**WHAT IS REQUIRED**
The task calls for each line of the records below in which the word "hand" appears.
-- SOURCE MATERIAL follows --
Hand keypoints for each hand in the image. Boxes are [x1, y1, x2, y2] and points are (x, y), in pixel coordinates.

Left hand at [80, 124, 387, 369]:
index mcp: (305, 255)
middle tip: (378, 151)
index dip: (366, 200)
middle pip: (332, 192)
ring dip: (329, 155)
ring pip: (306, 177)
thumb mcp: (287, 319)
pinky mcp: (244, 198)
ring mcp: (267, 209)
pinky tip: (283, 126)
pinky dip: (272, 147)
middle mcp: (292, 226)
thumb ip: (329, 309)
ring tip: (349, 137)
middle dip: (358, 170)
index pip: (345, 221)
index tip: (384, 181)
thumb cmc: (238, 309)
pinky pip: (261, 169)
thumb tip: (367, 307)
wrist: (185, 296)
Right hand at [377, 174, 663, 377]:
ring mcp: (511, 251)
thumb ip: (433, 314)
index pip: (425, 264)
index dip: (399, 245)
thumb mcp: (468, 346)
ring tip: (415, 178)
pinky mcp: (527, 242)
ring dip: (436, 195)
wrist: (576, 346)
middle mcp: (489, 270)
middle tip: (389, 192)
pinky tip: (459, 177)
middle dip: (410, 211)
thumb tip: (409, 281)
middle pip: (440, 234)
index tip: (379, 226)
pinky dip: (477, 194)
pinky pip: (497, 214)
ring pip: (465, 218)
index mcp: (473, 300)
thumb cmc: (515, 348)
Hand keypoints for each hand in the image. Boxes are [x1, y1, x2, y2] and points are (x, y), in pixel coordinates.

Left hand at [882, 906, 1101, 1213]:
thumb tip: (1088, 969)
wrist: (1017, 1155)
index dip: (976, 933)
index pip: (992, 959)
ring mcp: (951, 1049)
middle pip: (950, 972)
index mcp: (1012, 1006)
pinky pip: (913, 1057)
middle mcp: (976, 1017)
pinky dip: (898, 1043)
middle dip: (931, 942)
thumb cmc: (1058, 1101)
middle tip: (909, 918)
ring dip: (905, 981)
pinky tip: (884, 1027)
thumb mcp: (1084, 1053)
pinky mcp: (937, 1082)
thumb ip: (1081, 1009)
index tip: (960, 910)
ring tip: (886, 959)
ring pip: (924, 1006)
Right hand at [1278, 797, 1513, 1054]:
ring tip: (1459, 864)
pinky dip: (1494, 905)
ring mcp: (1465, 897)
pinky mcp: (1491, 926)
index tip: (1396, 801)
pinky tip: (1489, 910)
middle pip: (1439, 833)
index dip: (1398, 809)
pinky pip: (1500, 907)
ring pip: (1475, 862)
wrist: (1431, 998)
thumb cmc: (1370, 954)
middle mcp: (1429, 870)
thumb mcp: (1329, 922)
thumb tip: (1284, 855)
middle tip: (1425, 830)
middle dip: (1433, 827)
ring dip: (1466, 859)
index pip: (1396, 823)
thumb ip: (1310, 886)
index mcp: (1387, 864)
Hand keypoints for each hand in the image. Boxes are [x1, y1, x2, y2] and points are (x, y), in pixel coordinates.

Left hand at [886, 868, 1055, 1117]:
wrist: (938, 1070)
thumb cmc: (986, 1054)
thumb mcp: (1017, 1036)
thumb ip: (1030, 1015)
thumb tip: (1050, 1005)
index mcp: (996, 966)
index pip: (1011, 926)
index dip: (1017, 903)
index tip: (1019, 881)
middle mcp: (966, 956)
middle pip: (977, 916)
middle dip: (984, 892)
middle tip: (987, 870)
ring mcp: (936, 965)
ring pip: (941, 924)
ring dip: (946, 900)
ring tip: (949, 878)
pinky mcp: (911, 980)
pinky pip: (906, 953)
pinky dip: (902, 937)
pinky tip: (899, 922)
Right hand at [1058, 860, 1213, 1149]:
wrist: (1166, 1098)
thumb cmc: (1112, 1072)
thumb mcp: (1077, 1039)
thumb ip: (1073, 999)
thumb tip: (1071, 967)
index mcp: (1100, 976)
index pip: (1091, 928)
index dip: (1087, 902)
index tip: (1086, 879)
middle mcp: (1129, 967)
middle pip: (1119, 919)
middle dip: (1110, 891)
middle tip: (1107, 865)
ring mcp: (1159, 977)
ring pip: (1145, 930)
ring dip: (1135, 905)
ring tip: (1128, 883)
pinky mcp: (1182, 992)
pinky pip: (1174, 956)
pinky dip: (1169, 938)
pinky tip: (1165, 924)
-- SOURCE MATERIAL concluded --
**THE COMPLETED TASK**
Hand keypoints for each hand in the image. Boxes are [x1, y1, x2, y2] and points are (x, y), in pixel coordinates.
Left hand at [80, 124, 387, 369]:
Right hand at [377, 174, 663, 377]:
Hand keypoints for each hand in the image. Boxes are [x1, y1, x2, y2] and points are (x, y), in pixel coordinates.
Left hand at [882, 906, 1101, 1213]:
Right hand at [1278, 797, 1513, 1054]:
Hand keypoints for each hand in the image. Boxes are [x1, y1, x2, y2] and points are (x, y), in pixel coordinates.
Left hand at [886, 868, 1055, 1117]:
Right hand at [1058, 860, 1213, 1149]:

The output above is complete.